5. Für die neue Hauptverhandlung weist der Senat vorsorglich darauf hin, dass der neue Tatrichter auch einen Verstoß gegen § 201a Abs. 1 Nr. 2 StGB in den Blick zu nehmen haben wird (vgl. dazu BGH, Beschluss vom 25. April 2017 - 4 StR 244/16, NStZ 2017, 408). Zwar verstieß die Nichterörterung der Vorschrift nicht gegen die dem Landgericht obliegende Kognitionspflicht, weil es zum Urteilszeitpunkt an einem Strafantrag wie auch an der Bejahung des besonderen öffentlichen Interesses fehlte. Nachdem nunmehr aber der Generalbundesanwalt in der Revisionshauptverhandlung das besondere öffentliche Interesse bejaht hat, wird das neue Tatgericht eine entsprechende Strafbarkeit zu prüfen haben.

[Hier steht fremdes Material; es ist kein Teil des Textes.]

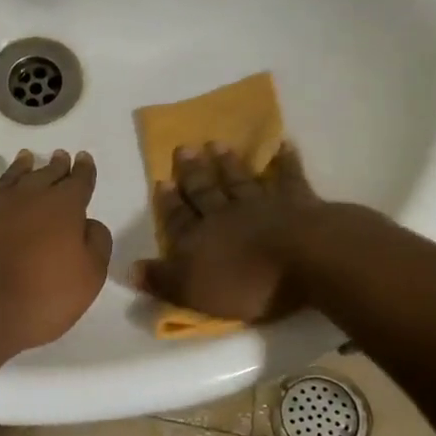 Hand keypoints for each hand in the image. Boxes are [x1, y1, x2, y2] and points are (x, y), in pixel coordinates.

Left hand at [0, 149, 112, 355]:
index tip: (84, 158)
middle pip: (43, 176)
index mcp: (61, 207)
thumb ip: (96, 243)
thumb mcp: (90, 276)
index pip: (77, 182)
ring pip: (6, 181)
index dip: (83, 170)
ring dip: (16, 168)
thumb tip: (88, 223)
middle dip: (54, 166)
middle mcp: (25, 198)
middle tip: (59, 156)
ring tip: (24, 157)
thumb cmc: (44, 296)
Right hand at [136, 143, 326, 322]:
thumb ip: (162, 279)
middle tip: (184, 148)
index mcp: (198, 240)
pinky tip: (284, 144)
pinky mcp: (299, 203)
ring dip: (228, 164)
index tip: (161, 181)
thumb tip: (131, 269)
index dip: (168, 204)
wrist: (304, 259)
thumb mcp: (193, 292)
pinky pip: (290, 178)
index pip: (178, 219)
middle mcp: (225, 216)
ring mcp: (263, 205)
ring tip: (217, 144)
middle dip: (193, 173)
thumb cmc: (246, 283)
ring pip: (240, 180)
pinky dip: (286, 161)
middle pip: (206, 192) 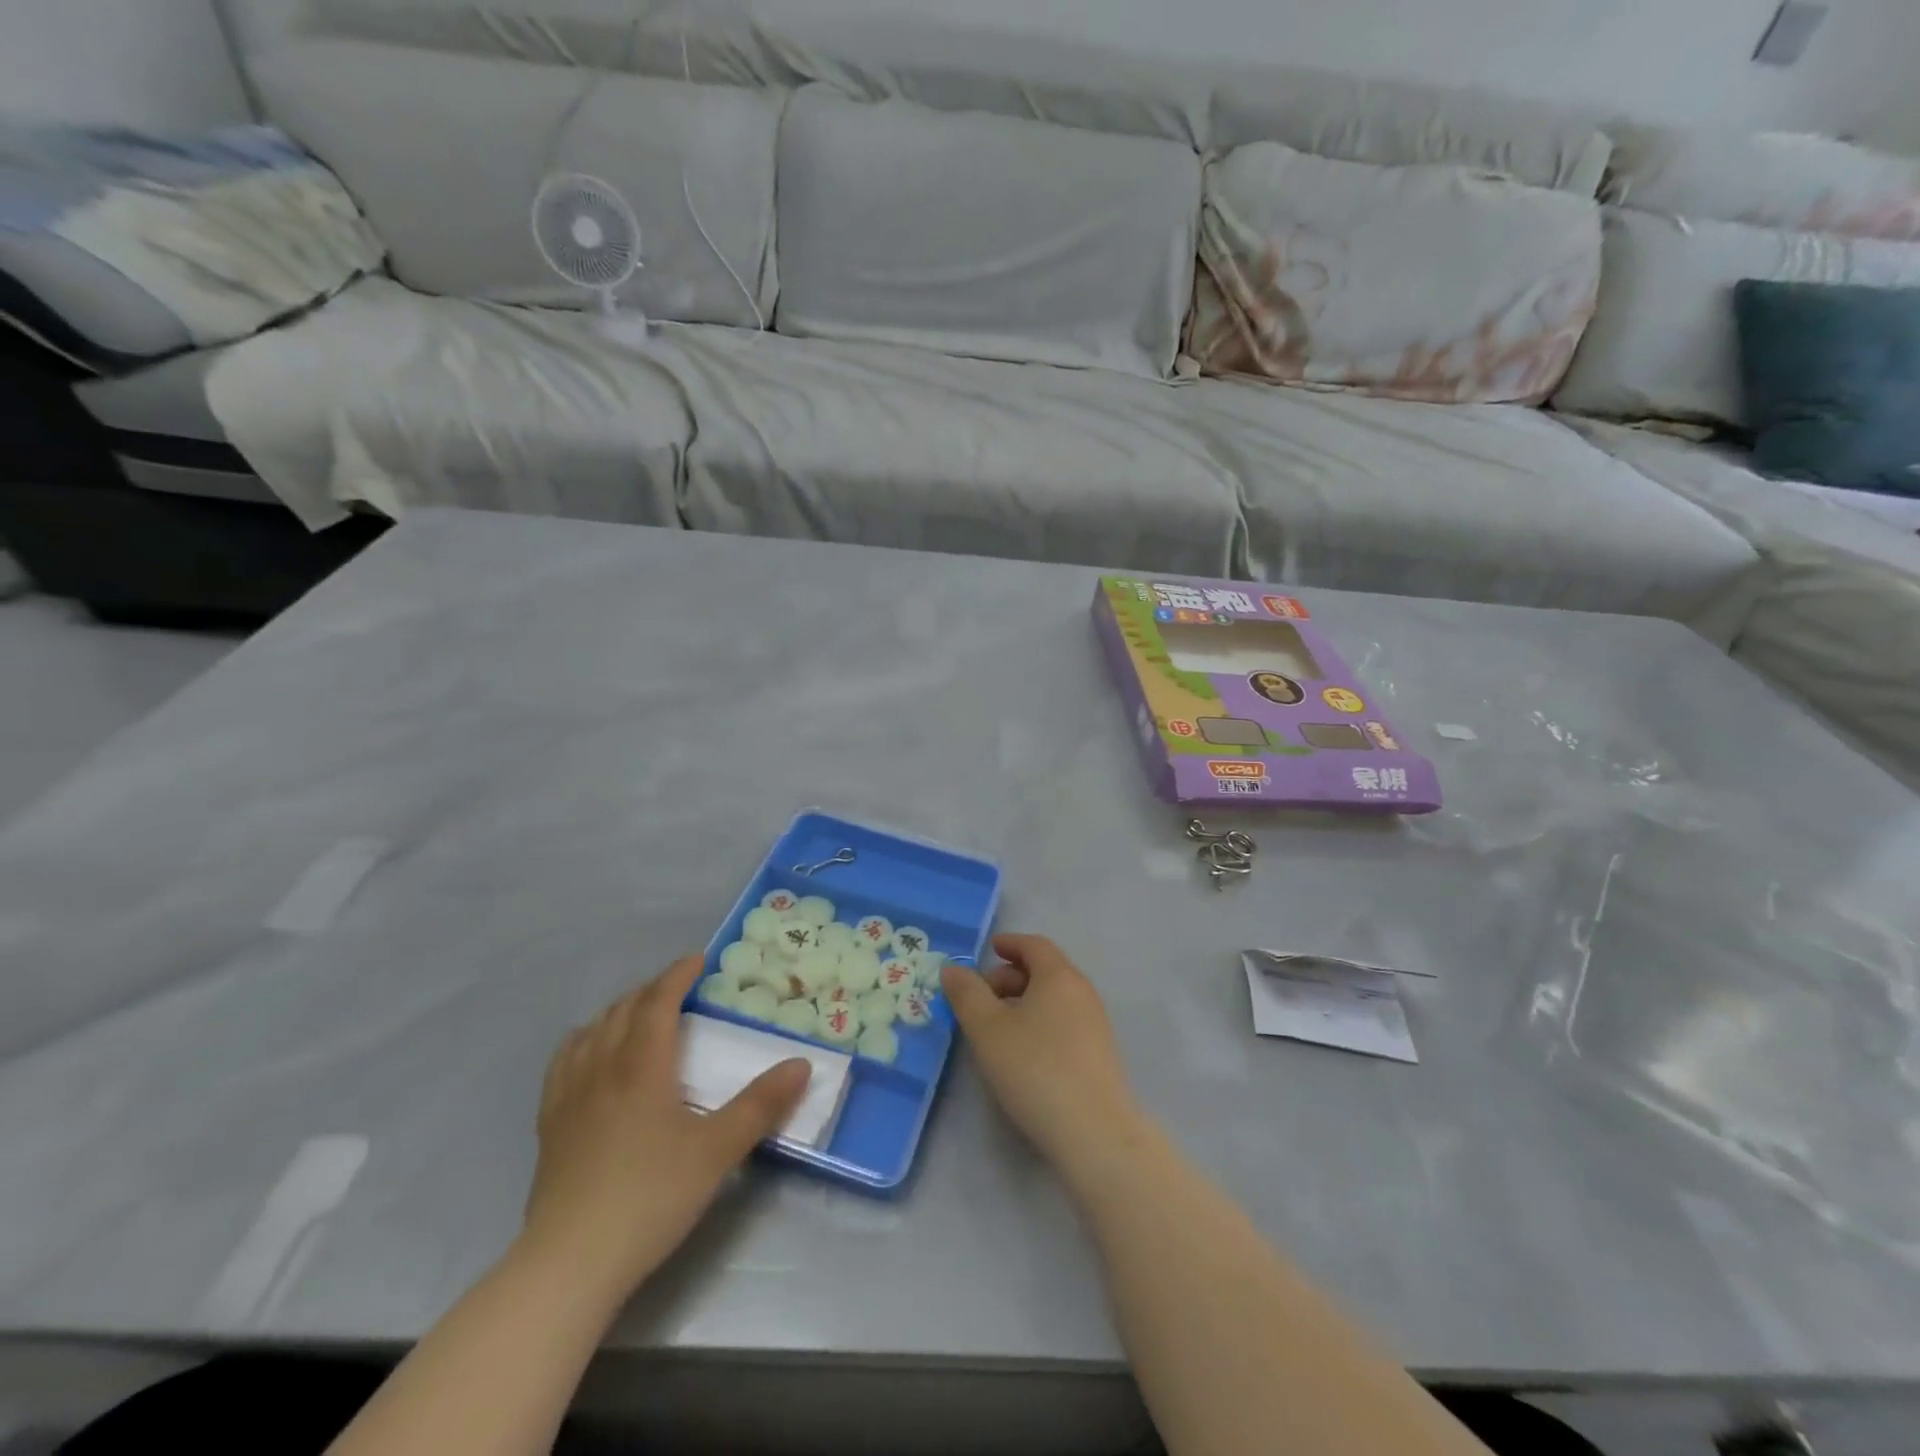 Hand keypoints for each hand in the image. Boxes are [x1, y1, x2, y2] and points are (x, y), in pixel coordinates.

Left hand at [520, 955, 810, 1298]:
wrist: (570, 1264)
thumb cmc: (650, 1197)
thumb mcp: (717, 1150)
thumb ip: (761, 1105)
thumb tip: (802, 1064)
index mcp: (641, 1066)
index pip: (658, 1002)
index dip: (678, 975)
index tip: (699, 959)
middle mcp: (601, 1069)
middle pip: (623, 1010)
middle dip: (652, 989)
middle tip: (679, 987)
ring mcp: (568, 1097)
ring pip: (591, 1031)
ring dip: (618, 1010)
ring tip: (638, 1013)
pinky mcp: (549, 1126)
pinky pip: (564, 1062)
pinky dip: (583, 1040)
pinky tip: (589, 1055)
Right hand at [941, 934, 1144, 1186]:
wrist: (1093, 1131)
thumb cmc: (1035, 1068)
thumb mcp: (987, 1029)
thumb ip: (967, 994)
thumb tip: (953, 969)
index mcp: (1059, 976)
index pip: (1035, 945)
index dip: (1010, 943)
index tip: (990, 949)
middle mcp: (1082, 992)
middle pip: (1046, 970)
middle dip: (1011, 976)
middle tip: (982, 996)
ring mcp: (1096, 1024)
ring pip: (1055, 998)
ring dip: (1025, 1002)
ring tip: (997, 1027)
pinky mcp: (1099, 1054)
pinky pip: (1064, 1022)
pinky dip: (1040, 1022)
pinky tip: (1023, 1052)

Ebenso wird das Landgericht Gelegenheit haben, sich mit einer möglichen Strafbarkeit nach § 239b StGB auseinanderzusetzen. Der Angeklagte hat sich zwar nicht des Geschädigten B. bemächtigt, um ihn durch eine Todesdrohung dazu zu veranlassen, in die Kamera zu schauen (§ 239b Abs. 1 Halbsatz 1 2. Alternative StGB). Es gibt auf der Grundlage der Feststellungen des Landgerichts keinen Anhaltspunkt dafür, dass er - als er beschloss, den Zeugen für sein Handeln zur Rechenschaft zu ziehen - bereits die Absicht hatte, den Zeugen mit einer Todesdrohung zum Blick in die Kamera zu veranlassen. Es wird aber zu erwägen sein, ob der Angeklagte nicht eine von ihm geschaffene Bemächtigungslage zu einer solchen Nötigung ausgenutzt hat (§ 239b Abs. 1 Halbsatz 2 StGB). Ob dies der Fall ist oder ob die angewandte Gewalt nicht womöglich gleichzeitig die Bemächtigungslage herbeiführte und in unmittelbarem Zusammenhang hierzu die Nötigungshandlung ermöglichte, wird - gegebenenfalls anhand neu zu treffender Feststellungen, die den bisherigen nicht widersprechen - zu prüfen sein.